1

Approximate string matching is not a stranger problem.

I am learning and trying to understand how to solve it. I even now don't want to get too deep into it and just want to understand the brute-force way.

In its wiki page (Approximate string matching), it says

A brute-force approach would be to compute the edit distance to P (the pattern) for all substrings of T, and then choose the substring with the minimum distance. However, this algorithm would have the running time O(m * n^3), n is the length of T, m is the length of P

Ok. I understand this statement in the following way:

  1. We find out all possible substrings of T
  2. We compute the edit distance of each pair of strings {P, t1}, {P, t2}, ...
  3. We find out which substring has the shortest distance from P and this substring is the answer.

I have the following question:

a. I can use two for-loop to get all possible substrings and this requires O(n^2). So when I try to compute the edit distance of one substring and the patter, does it need O(n*m)? Why?

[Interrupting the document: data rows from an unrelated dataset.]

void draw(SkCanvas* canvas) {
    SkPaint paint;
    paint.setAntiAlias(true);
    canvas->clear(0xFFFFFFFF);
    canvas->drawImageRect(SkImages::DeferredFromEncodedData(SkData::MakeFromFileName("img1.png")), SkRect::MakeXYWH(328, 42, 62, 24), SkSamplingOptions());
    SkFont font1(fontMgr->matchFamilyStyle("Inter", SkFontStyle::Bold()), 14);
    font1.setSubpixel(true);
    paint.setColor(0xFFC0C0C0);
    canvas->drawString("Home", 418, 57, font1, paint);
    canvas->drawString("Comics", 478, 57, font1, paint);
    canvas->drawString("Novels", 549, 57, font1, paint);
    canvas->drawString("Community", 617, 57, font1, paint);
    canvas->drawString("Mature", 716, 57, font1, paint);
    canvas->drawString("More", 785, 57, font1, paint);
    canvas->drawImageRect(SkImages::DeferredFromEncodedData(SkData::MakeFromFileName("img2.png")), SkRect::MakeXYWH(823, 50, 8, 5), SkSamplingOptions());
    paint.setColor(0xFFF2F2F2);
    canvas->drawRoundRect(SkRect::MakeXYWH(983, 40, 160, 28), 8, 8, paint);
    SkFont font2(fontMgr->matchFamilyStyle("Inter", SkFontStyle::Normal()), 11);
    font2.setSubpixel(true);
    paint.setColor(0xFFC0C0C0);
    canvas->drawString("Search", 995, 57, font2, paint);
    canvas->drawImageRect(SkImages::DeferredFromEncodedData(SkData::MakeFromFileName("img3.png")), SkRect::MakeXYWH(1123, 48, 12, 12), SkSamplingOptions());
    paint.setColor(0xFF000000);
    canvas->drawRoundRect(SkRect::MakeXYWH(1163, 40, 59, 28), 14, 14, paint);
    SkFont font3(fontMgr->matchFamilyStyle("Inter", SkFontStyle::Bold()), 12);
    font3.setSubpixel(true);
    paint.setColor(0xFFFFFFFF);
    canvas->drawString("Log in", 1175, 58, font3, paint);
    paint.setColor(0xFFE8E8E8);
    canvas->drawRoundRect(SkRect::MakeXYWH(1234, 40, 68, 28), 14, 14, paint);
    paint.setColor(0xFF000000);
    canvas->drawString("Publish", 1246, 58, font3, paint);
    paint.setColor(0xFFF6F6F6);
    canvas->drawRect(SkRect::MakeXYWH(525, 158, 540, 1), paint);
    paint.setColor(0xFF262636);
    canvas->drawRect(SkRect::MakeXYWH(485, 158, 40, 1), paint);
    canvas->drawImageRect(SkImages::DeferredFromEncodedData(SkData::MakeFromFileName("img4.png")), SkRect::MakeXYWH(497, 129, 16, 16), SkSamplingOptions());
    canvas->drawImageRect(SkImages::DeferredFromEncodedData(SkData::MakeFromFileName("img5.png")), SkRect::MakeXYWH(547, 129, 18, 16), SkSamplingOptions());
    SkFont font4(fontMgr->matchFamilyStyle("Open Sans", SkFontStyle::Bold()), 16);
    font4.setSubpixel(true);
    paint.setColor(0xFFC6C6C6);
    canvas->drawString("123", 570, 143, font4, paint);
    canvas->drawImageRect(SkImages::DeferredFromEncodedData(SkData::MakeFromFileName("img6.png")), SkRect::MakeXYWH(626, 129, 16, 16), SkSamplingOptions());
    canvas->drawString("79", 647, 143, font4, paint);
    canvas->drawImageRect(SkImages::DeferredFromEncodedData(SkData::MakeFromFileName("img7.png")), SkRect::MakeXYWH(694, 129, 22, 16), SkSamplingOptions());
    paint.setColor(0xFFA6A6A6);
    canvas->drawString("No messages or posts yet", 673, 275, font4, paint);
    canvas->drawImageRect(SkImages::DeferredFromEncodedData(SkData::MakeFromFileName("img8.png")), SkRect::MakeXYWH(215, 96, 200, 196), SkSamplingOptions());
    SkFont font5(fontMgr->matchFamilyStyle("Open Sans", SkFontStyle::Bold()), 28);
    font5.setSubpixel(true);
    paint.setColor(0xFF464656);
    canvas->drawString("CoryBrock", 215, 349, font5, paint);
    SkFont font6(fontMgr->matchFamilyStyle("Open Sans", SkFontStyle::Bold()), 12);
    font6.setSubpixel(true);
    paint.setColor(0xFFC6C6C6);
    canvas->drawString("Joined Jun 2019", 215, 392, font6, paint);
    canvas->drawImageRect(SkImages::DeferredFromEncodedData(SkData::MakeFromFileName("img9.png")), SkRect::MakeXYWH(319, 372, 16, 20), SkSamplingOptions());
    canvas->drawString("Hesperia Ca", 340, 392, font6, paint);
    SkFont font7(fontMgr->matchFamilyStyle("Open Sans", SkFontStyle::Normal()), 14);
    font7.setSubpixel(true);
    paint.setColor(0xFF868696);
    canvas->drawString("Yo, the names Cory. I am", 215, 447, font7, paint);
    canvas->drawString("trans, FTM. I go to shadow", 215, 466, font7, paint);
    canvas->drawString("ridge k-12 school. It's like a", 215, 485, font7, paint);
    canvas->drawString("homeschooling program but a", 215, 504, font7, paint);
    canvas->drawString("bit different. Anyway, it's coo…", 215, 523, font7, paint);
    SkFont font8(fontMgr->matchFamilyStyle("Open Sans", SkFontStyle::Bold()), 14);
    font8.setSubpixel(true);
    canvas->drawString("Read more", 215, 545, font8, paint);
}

b. How exactly do I compute the distance of one pair (one substring and the patter)? I know I can insert, delete, substitute, but can anyone give me a algorithm that do just the calculation for one pair?

Thanks


Edit

Ok, I should use Levenshtein distance, but I don't quite understand its method.

Here is part of the code

for j from 1 to n
{
    for i from 1 to m
    {
      if s[i] = t[j] then  
        d[i, j] := d[i-1, j-1]       // no operation required
      else
        d[i, j] := minimum
                   (
                     d[i-1, j] + 1,  // a deletion
                     d[i, j-1] + 1,  // an insertion
                     d[i-1, j-1] + 1 // a substitution
                   )
    }
  }

So, assume I am now comparing {"suv", "svi"}.

So 'v' != 'i', then I have to see three other pairs:

  1. {"su", "sv"}
  2. {"suv", "sv"}
  3. {"su", "svi"}

How can I understand this part? Why I need to see these 3 parts?

Does the distance between two prefixes mean that we need distance number of changes in order to make the two prefixes (or strings) equal?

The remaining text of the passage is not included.